AIM OF THE TASK:
Return each line of the records holding the string "lane".
##### EXTRACTED RECORDS
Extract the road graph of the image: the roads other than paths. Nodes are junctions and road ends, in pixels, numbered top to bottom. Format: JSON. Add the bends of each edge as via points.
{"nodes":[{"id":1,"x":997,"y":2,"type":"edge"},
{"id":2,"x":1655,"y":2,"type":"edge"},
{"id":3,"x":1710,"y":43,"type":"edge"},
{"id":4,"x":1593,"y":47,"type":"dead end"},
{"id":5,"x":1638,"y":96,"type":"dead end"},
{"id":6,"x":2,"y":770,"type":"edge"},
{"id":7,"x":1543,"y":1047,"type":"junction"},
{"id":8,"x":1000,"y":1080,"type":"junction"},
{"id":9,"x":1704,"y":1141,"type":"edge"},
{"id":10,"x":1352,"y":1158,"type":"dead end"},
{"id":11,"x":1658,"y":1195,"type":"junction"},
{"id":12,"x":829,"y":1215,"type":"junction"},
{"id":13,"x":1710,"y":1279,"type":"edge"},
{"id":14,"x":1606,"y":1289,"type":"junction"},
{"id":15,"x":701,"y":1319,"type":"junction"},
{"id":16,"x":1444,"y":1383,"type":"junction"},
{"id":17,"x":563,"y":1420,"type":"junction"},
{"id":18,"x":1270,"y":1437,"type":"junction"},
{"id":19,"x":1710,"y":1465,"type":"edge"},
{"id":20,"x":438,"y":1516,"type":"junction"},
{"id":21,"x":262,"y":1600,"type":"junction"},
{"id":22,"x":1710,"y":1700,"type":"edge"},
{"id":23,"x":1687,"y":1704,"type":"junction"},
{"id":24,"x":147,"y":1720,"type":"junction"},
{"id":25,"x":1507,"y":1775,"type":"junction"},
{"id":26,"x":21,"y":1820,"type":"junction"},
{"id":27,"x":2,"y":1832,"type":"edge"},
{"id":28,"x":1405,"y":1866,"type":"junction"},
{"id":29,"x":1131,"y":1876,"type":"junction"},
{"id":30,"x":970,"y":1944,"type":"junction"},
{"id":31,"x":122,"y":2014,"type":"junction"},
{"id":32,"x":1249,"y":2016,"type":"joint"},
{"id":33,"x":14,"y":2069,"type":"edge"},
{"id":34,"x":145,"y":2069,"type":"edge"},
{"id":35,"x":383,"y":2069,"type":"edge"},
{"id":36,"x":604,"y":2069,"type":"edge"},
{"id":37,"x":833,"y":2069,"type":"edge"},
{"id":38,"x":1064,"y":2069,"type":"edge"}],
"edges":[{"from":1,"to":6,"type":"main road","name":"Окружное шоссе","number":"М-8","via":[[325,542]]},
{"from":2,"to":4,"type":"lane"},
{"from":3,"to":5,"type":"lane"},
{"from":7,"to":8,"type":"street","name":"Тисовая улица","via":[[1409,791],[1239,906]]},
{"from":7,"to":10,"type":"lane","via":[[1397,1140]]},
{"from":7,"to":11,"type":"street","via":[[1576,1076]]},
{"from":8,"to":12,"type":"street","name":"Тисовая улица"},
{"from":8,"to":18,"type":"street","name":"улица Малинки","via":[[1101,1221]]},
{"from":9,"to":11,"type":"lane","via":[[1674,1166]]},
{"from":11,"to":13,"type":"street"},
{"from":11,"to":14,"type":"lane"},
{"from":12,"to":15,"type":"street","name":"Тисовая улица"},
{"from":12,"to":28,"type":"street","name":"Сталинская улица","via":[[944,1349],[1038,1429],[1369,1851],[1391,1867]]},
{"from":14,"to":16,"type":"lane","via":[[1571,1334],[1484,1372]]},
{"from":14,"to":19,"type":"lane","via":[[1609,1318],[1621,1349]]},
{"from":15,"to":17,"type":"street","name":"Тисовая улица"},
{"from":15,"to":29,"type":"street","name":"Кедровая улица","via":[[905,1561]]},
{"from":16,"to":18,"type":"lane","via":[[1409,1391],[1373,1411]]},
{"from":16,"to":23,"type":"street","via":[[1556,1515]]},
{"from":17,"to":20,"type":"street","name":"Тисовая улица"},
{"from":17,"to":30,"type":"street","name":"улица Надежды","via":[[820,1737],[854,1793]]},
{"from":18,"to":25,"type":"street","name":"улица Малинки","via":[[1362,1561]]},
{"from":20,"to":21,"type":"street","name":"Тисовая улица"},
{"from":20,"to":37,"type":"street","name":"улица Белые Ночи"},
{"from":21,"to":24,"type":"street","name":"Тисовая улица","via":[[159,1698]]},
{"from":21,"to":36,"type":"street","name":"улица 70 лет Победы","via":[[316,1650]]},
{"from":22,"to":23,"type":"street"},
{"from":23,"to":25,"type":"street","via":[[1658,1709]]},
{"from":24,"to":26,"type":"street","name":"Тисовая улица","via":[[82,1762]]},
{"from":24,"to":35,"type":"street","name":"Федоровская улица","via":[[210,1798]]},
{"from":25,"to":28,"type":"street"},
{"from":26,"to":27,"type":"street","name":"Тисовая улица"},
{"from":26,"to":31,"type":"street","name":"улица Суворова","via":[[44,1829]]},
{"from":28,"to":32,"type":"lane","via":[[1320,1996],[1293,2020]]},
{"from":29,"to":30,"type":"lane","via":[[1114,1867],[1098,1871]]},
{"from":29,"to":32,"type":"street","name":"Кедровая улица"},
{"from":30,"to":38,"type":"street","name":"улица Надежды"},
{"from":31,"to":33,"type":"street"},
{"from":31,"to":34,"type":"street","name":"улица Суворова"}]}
##########
ANSWER SPACE:
{"from":2,"to":4,"type":"lane"},
{"from":3,"to":5,"type":"lane"},
{"from":7,"to":10,"type":"lane","via":[[1397,1140]]},
{"from":9,"to":11,"type":"lane","via":[[1674,1166]]},
{"from":11,"to":14,"type":"lane"},
{"from":14,"to":16,"type":"lane","via":[[1571,1334],[1484,1372]]},
{"from":14,"to":19,"type":"lane","via":[[1609,1318],[1621,1349]]},
{"from":16,"to":18,"type":"lane","via":[[1409,1391],[1373,1411]]},
{"from":28,"to":32,"type":"lane","via":[[1320,1996],[1293,2020]]},
{"from":29,"to":30,"type":"lane","via":[[1114,1867],[1098,1871]]},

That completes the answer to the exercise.